Singleton Design Pattern

With this post a brand-new series about Software Design Patterns starts. You will learn everything about the most used Design Patterns. The first is probably the most known. It is the Singleton Design Pattern. It is one of the twenty-three well-known - and industry standard - Gang of Four Design Pattern Collection.

All the examples, source code and unit tests are in this GitHub repository.

What's the purpose of the Singleton Design Pattern?

In software development we often instantiate a class many times. This could be problematic. As a result you have to deal with many instances of the very same class. This introduces complexity and increases memory usage of the application.

The Singleton Design Pattern solves this specific issue. It ensures that only one instance of this class exists. Beyond that it standardizes and eases the access to that instance. To access the instance a Singleton provides per design a static `GetInstance()` method. To prevent any instantiating via the new keyword you have to hide the constructor.

How does the Singleton Design Pattern looks like?
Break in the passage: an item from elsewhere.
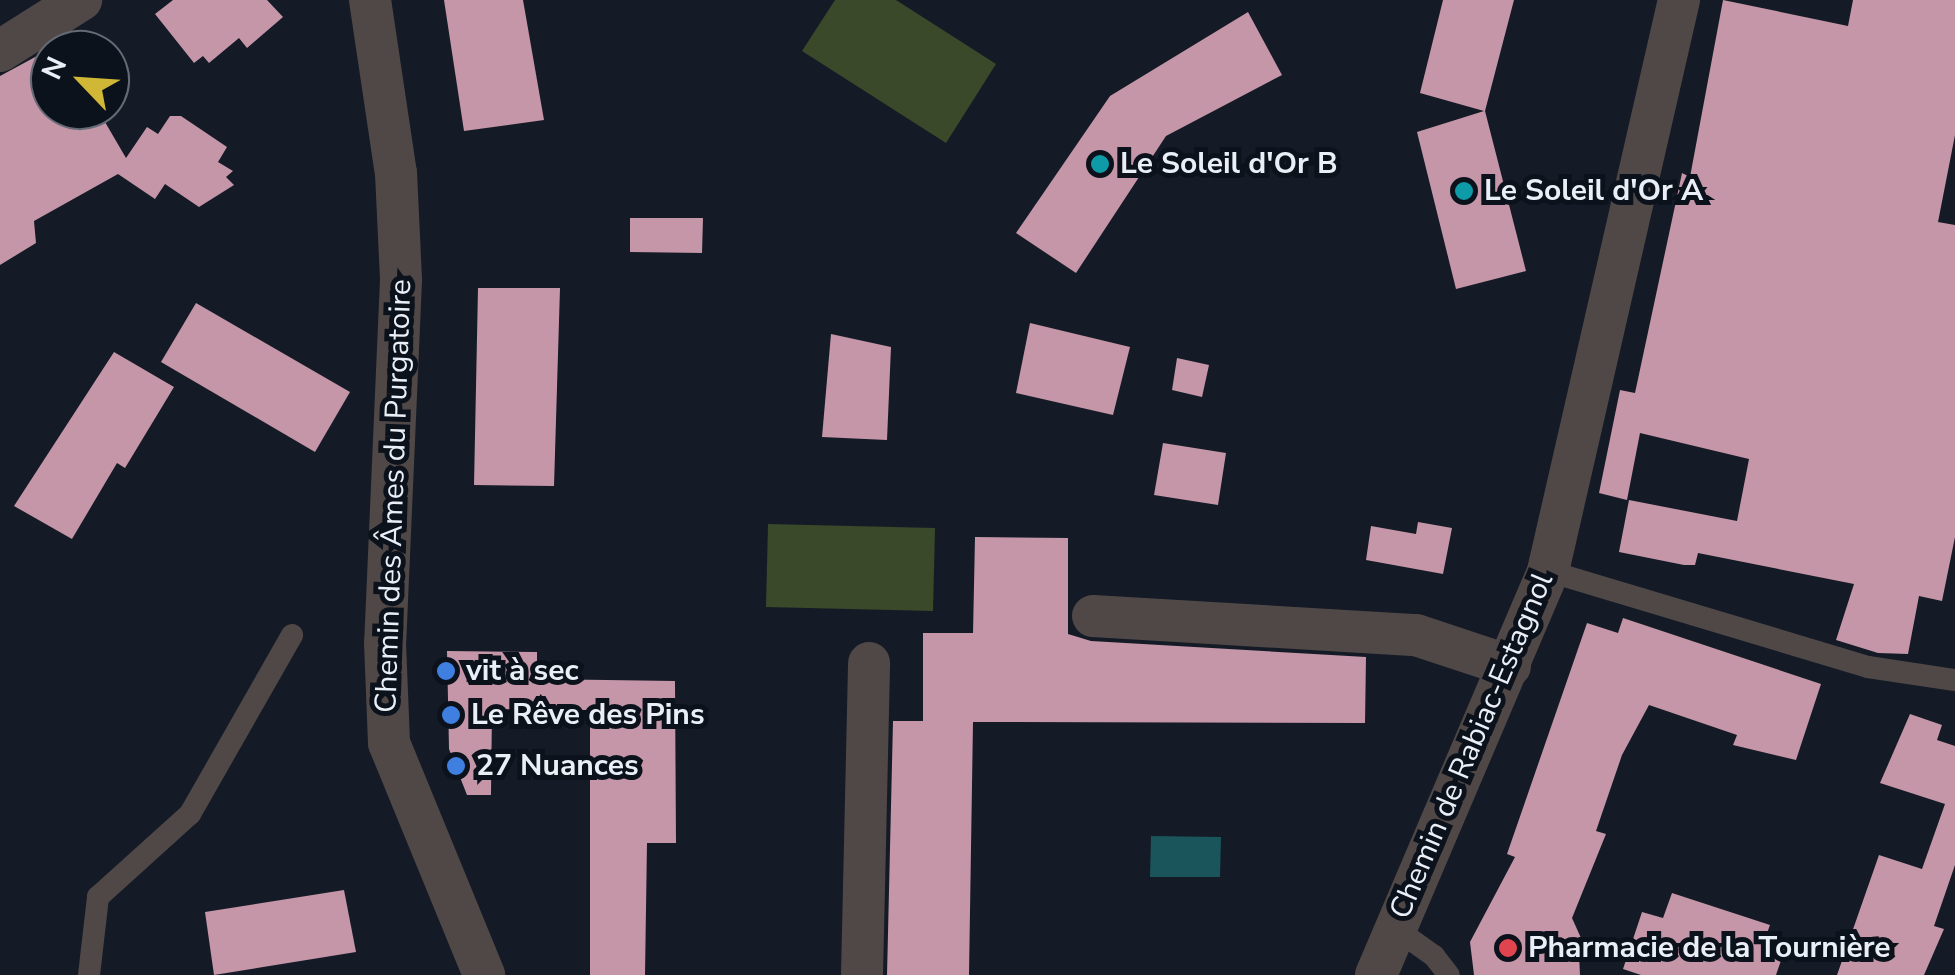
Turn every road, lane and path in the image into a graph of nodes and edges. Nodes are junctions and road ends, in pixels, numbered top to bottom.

In the picture below you find the Unified Modeling Language (UML) diagram.

Singleton Definition
Singleton Definition

The very basic implementation doesn't care about thread-safety. It's called BasicSingleton within the GitHub Repository.

public class BasicSingleton
{
    public string Name => "Singleton";
    private static BasicSingleton instance;
    
    private BasicSingleton(){ }

    public static BasicSingleton GetInstance()
    {
        if(instance == default(BasicSingleton)){
                instance = new BasicSingleton();
        }

        return instance;
    }
}

How about Thread-Safety?

This implementation could lead to problems when many threads calls the GetInstance() simultaneously. For example the second thread enters the if condition while the first isn't finished yet. Thus, a second instance will be created. This behavior violates the Singleton Design Pattern definition. The ThreadSafeSingleton prevents those race conditions with locking the access to a thread at a time. This guarantees that only one instance will ever be created. Keep in mind that every time we access the Singleton we perform a lock which uses a bit more resources.

public class ThreadSafeSingleton
{
    public string Name => "Singleton";
    private static ThreadSafeSingleton instance;
    private static readonly object singletonlock = new object();  
    
    private ThreadSafeSingleton(){ }

    public static ThreadSafeSingleton GetInstance()
    {
        lock (singletonlock)  
        {  
            if(instance == default(ThreadSafeSingleton))
            {
                instance = new ThreadSafeSingleton();
            }

            return instance;
        }          
    }
}

That’s it. Happy coding as always :).